Kaiser ends gender transition services for minors
Citing pressure from the Trump administration, Kaiser Permanente is the latest health system to acquiesce to demands that it cease providing gender transition services to minors that includes chemical or surgical procedures.
Kaiser CEO Greg A. Adams announced the change in an email to executives, saying “there has been significant focus by the federal government on gender-affirming care” for minors since President Donald Trump assumed office.
“After significant deliberation and consultation with internal and external experts including our physicians, we’ve made the difficult decision to pause gender-affirming surgical treatment for patients under the age of 19 in our hospitals and surgical centers,” Adams said in the email.
While the pause begins Aug. 29, Kaiser does not operate any hospitals in Colorado — only out-patient clinics.

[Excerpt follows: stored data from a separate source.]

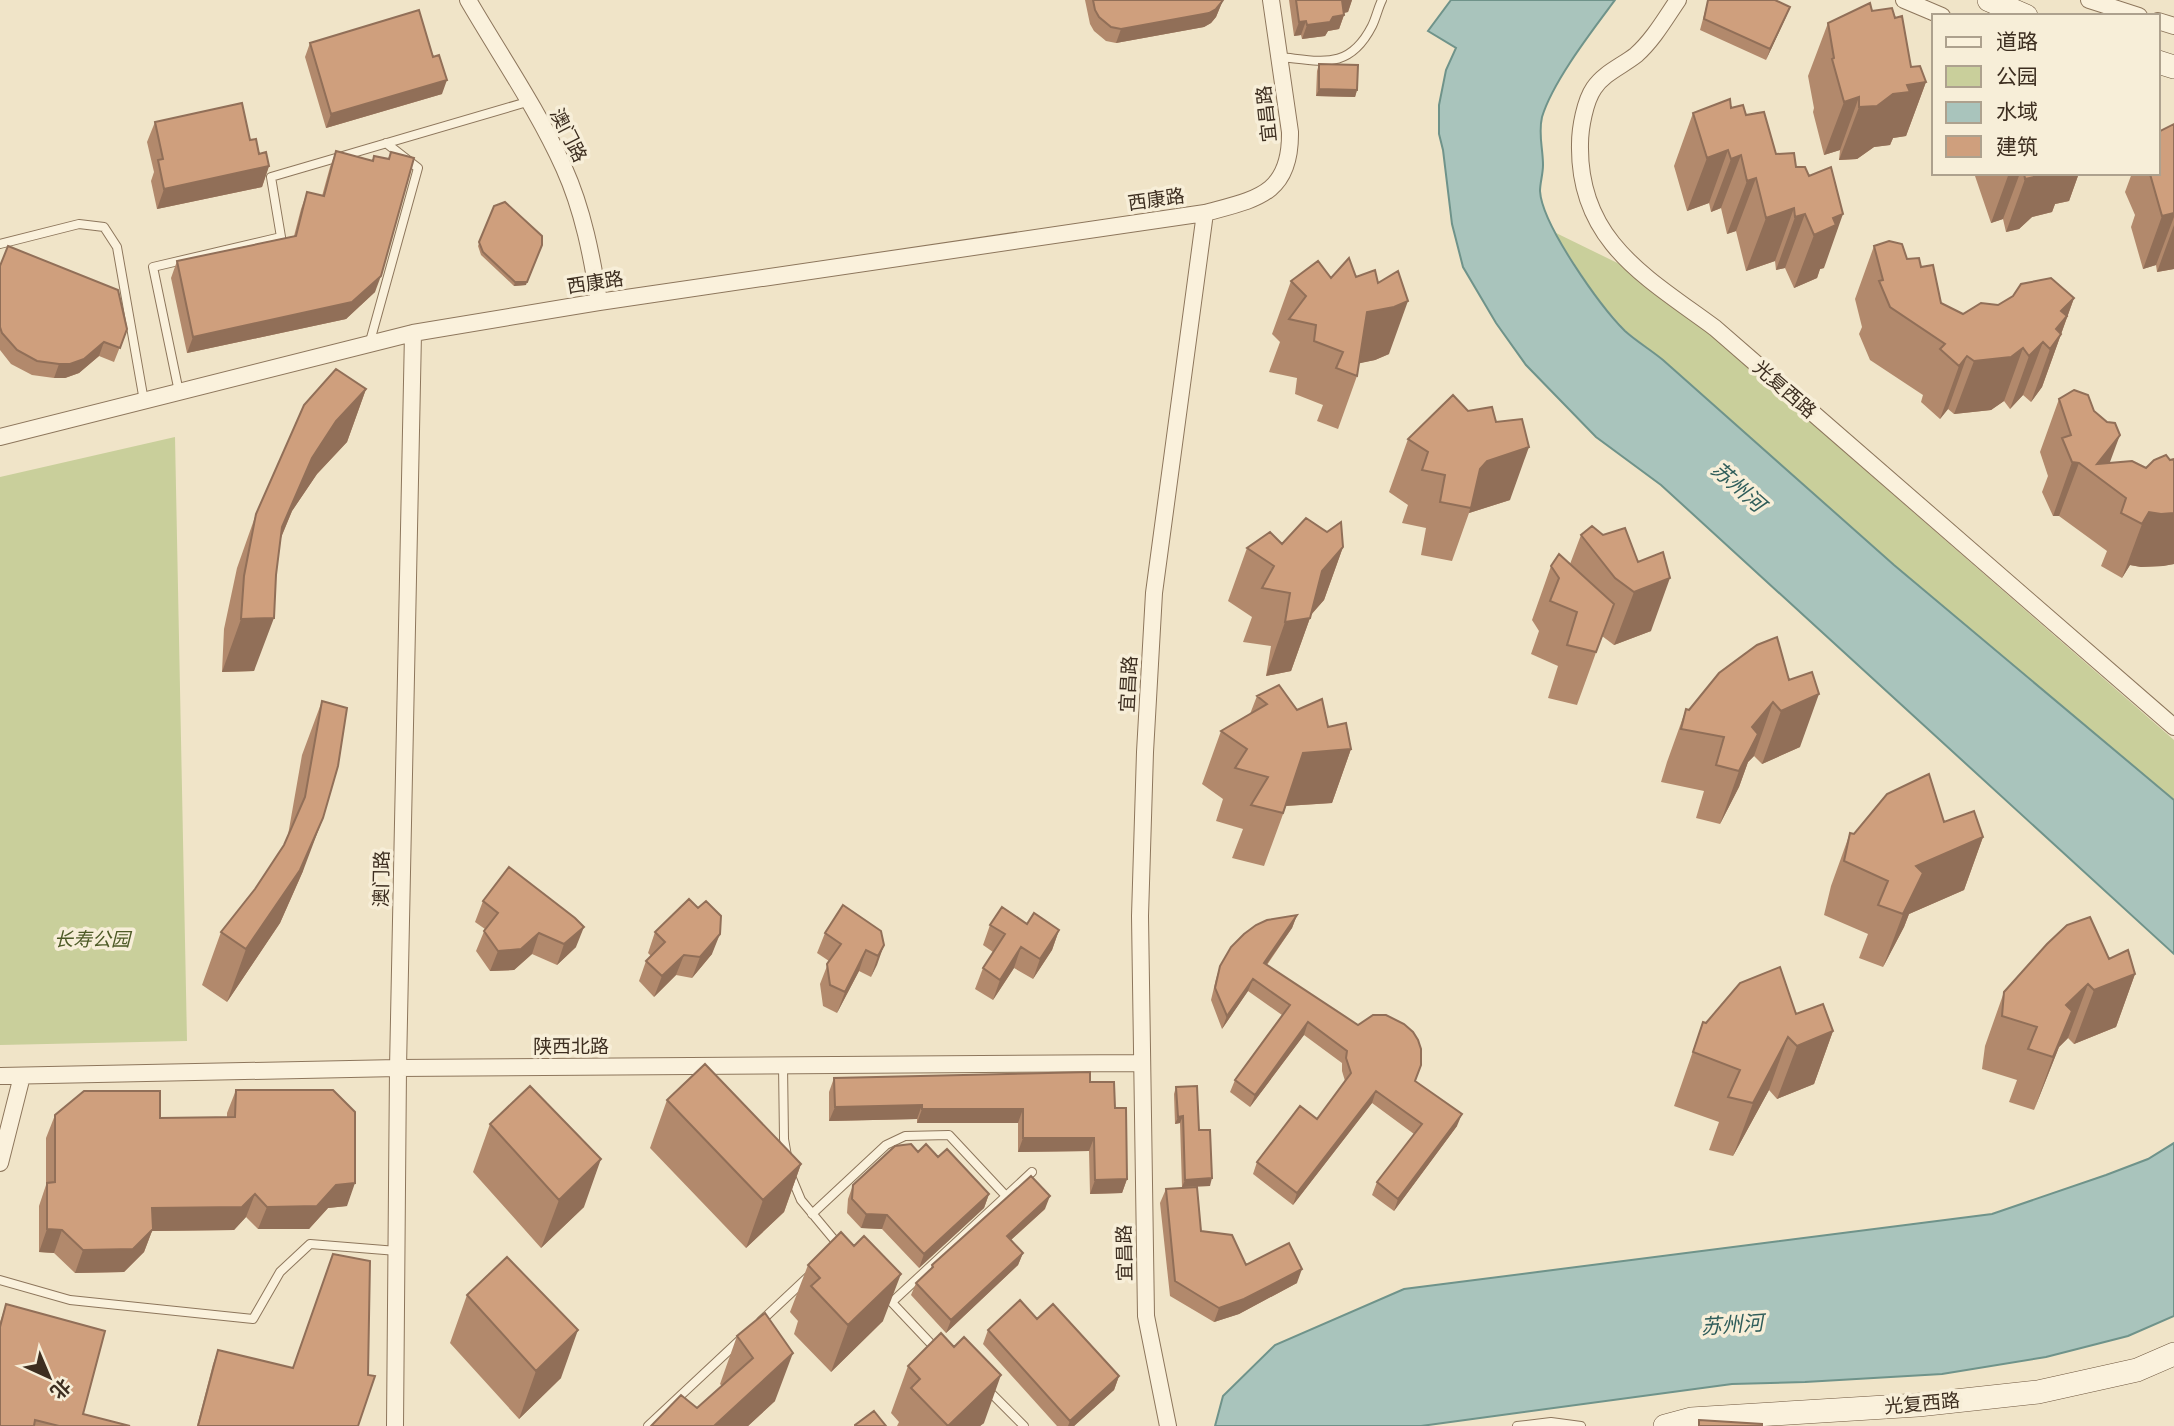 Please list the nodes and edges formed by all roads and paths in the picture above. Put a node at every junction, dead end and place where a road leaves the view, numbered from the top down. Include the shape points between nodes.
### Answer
1 (468, 0) edge
2 (1271, 0) edge
3 (1382, 0) edge
4 (1678, 0) edge
5 (1904, 0) edge
6 (1989, 0) edge
7 (2089, 0) edge
8 (1937, 14) edge
9 (2022, 14) edge
10 (2133, 14) edge
11 (1280, 57) junction
12 (527, 102) junction
13 (386, 143) junction
14 (1205, 213) junction
15 (0, 244) edge
16 (599, 302) junction
17 (414, 333) junction
18 (369, 345) junction
19 (179, 392) junction
20 (144, 401) junction
21 (0, 437) edge
22 (2174, 727) edge
23 (1142, 1063) junction
24 (783, 1065) junction
25 (398, 1068) junction
26 (0, 1076) edge
27 (22, 1076) junction
28 (0, 1163) edge
29 (1032, 1172) dead end
30 (1006, 1196) junction
31 (812, 1214) junction
32 (841, 1247) junction
33 (397, 1251) junction
34 (831, 1256) edge
35 (849, 1256) edge
36 (810, 1275) dead end
37 (0, 1280) edge
38 (875, 1284) edge
39 (892, 1303) junction
40 (943, 1350) edge
41 (2174, 1354) edge
42 (979, 1380) edge
43 (395, 1426) edge
44 (648, 1426) edge
45 (1024, 1426) edge
46 (1168, 1426) edge
47 (1517, 1426) edge
48 (1581, 1426) edge
49 (1665, 1426) edge

1 - 12 street, 澳门路
2 - 11 street, 宜昌路
3 - 11 lane via 1362,42 1346,57 1333,61
4 - 22 street, 光复西路 via 1635,55 1593,89 1580,127 1580,160 1585,194 1599,227 1641,273 1714,328
5 - 8 street
6 - 9 main road
7 - 10 street
11 - 14 street, 宜昌路 via 1290,132 1283,174 1271,190 1250,201
12 - 13 lane
12 - 16 street, 澳门路 via 564,168 576,200
13 - 18 lane via 418,169
13 - 19 lane via 271,177 281,237 153,267
14 - 16 street, 西康路
14 - 23 street, 宜昌路 via 1154,593 1140,916
15 - 20 lane via 79,224 104,228 117,247
16 - 17 street, 西康路
17 - 18 street, 西康路
17 - 25 street, 澳门路
18 - 19 street, 西康路
19 - 20 street, 西康路
20 - 21 street, 西康路
23 - 24 street, 陕西北路
23 - 46 street, 宜昌路 via 1146,1316
24 - 25 street, 陕西北路
24 - 31 lane via 783,1139 790,1173
25 - 27 street, 陕西北路
25 - 33 street, 澳门路
26 - 27 street, 陕西北路
27 - 28 street
29 - 30 lane
30 - 31 lane via 949,1135 905,1136 886,1145
30 - 39 lane
31 - 32 lane
32 - 34 lane
32 - 35 lane
33 - 37 lane via 310,1244 281,1272 253,1319 70,1300
33 - 43 street, 澳门路
36 - 44 lane
38 - 39 lane
39 - 40 lane via 934,1347
41 - 49 main road, 光复西路 via 2137,1370 2039,1392 1917,1405 1691,1419
42 - 45 lane
47 - 48 lane via 1551,1422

“All other gender-affirming care treatment remains available,” Adams said. “We continue to meet with regulators as well as our clinicians, patients, their families, and the community with the goal of identifying a responsible path forward.”
“Gender-affirming” care is an umbrella term that refers to a range of social, psychological or medical interventions for transgender individuals, including hormone therapy and surgical procedures.
Supporters of affirming transgender identity have pointed to research showing efforts to “out” LGBTQ+ students, especially transgender students, make those students “feel less safe at school, have higher rates of suicide ideation, and are disproportionately represented among unhoused youth, at least partly due to rejection at home. Conversely, affirming transgender students can improve their mental health and academic outcomes.”
Meanwhile, critics of medically transitioning minors have said America is an outlier and many European countries, after embracing “gender affirming care,” now emphasize psychological care over the transition of young people. In particular, the National Health Service in England said it will no longer prescribe “puberty blockers” — drugs that suppress sex hormones during puberty — to children and other young people seeking gender transitions, saying there is “not enough evidence of safety and clinical effectiveness.”
The latter is a controversial finding in the LGBTQ+ community — one Rev. Paula Stone Williams, a pastoral counselor with RLT Pathways in Lyons, recently acknowledged during a service at Denver Community Church, in which she was a guest speaker.
A “small subset” of transgender individuals can be treated successfully as teens, said Williams, who transitioned late in life as an adult.
But there is still much that society does not know, she said.
“With the majority of trans teens, we simply do not know enough,” said Williams, an internationally-recognized speaker on the subjects of gender and religion.
“And our responsibility is to follow the data. And the data just isn’t there,” Williams said.
The Kaiser announcement follows a string of hospitals across the nation that have announced similar moves since Trump was sworn in. Both Denver Health and UCHealth — the two largest health systems in the Denver metro area — halted their gender transition services for minors in January.
In 2023, Denver Health — the city’s safety net system for the poor — received $792 million in Medicare and Medicaid funding, which accounted for more than half of the health system’s revenue that year.
Children’s Hospital Colorado also decided to discontinue gender transition services for minors to comply with an order from the Trump administration.
Three years ago, Adams, the Kaiser CEO, affirmed the health system’s commitment to transgender services amid a growing number of legislative proposals across the nation designed to limit hormonal or surgical access by minors.
“We remain fully committed to transgender care and maintaining all services and protections for our LGBTQIA+ members, and to being a strong ally in the fight for equal rights,” Adams wrote in 2022.
Founded in 1945 and headquartered in Oakland, Calif., Kaiser Permanente is one of the nation’s largest nonprofit health care providers, serving 12.6 million patients in eight states, including Colorado and Washington D.C.
The Trump administration has threatened to cut federal funding to providers offering chemical or surgical, gender-affirming care to minors.
“Across the country today, medical professionals are maiming and sterilizing a growing number of impressionable children under the radical and false claim that adults can change a child’s sex through a series of irreversible medical interventions,” the order stated. “This dangerous trend will be a stain on our Nation’s history, and it must end.”
Denver Gazette reporter Deborah Grigsby Smith contributed to this report.